Your task: Skip the pictures, and retype the data below in full, exactly.

Landmark coordinate records:
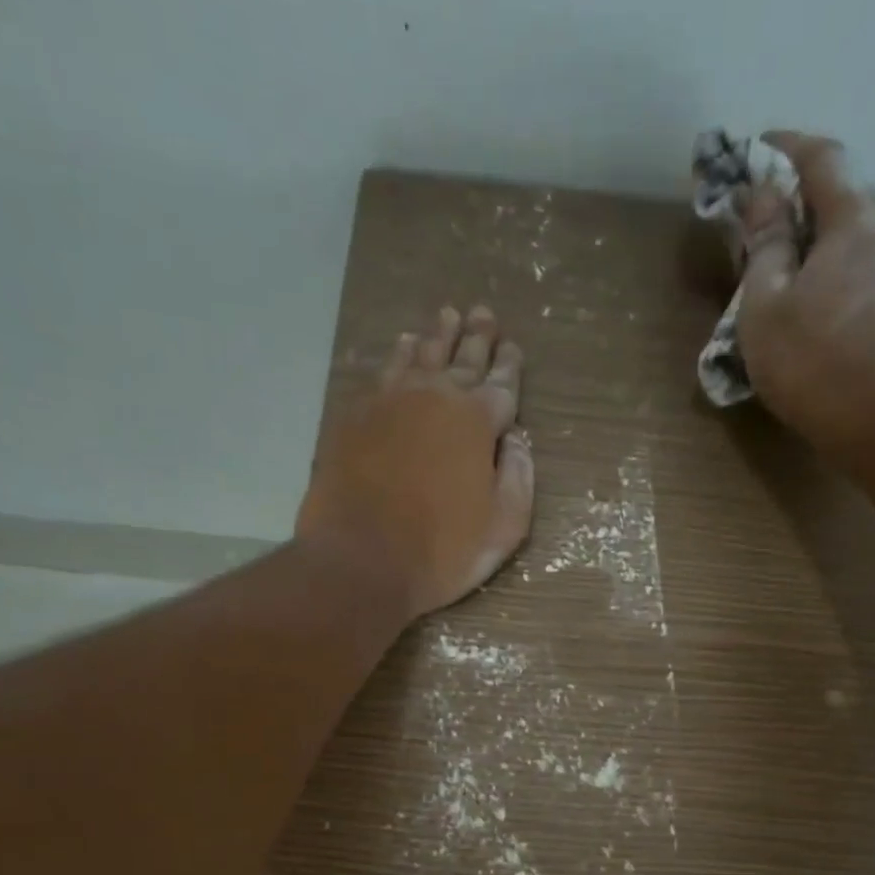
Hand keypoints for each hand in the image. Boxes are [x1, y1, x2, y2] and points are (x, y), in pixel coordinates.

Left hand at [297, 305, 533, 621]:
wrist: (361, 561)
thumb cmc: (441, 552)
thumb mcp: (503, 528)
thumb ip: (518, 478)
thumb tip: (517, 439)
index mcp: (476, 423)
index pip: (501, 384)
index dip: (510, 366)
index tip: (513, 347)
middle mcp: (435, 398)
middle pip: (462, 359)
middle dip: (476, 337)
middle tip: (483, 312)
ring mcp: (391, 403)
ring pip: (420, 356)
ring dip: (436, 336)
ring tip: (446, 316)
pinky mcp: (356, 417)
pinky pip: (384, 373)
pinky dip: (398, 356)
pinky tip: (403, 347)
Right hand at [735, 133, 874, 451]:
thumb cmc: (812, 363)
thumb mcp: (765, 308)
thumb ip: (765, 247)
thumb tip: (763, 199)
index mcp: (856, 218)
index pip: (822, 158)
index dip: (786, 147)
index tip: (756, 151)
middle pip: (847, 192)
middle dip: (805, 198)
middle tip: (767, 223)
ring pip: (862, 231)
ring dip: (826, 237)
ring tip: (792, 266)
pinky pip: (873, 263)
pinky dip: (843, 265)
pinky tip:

Result for this exercise:
Hand keypoints for each hand in the image. Boxes are [x1, y1, x2, y2] and points are (x, y), in pixel coordinates.

Left hand at [297, 305, 533, 621]:
wrist: (361, 561)
thumb cmc: (441, 552)
thumb mcp: (503, 528)
thumb ip: (518, 478)
thumb tip: (517, 439)
index mcp: (476, 423)
index pip: (501, 384)
index dip: (510, 366)
index tip: (513, 347)
middle mcp: (435, 398)
middle pip: (462, 359)
middle dip: (476, 337)
middle tip: (483, 312)
ring mcp: (391, 403)
ring pip: (420, 356)
ring dip: (436, 336)
ring tip: (446, 316)
pinky mcp: (356, 417)
pinky pip: (384, 373)
pinky dip: (398, 356)
pinky tip: (403, 347)
Right hand at [735, 133, 874, 451]:
thumb cmc: (812, 363)
thumb mcp: (765, 308)
thumb ip: (765, 247)
thumb tip: (763, 199)
index mcp: (856, 218)
index pip: (822, 158)
index dip: (786, 147)
index tip: (756, 151)
middle pip: (847, 192)
middle dip: (805, 198)
middle tip: (767, 223)
ring pip: (862, 231)
ring dip: (826, 237)
ring tip: (792, 266)
pinky pip: (873, 263)
pinky dip: (843, 265)
pinky tip:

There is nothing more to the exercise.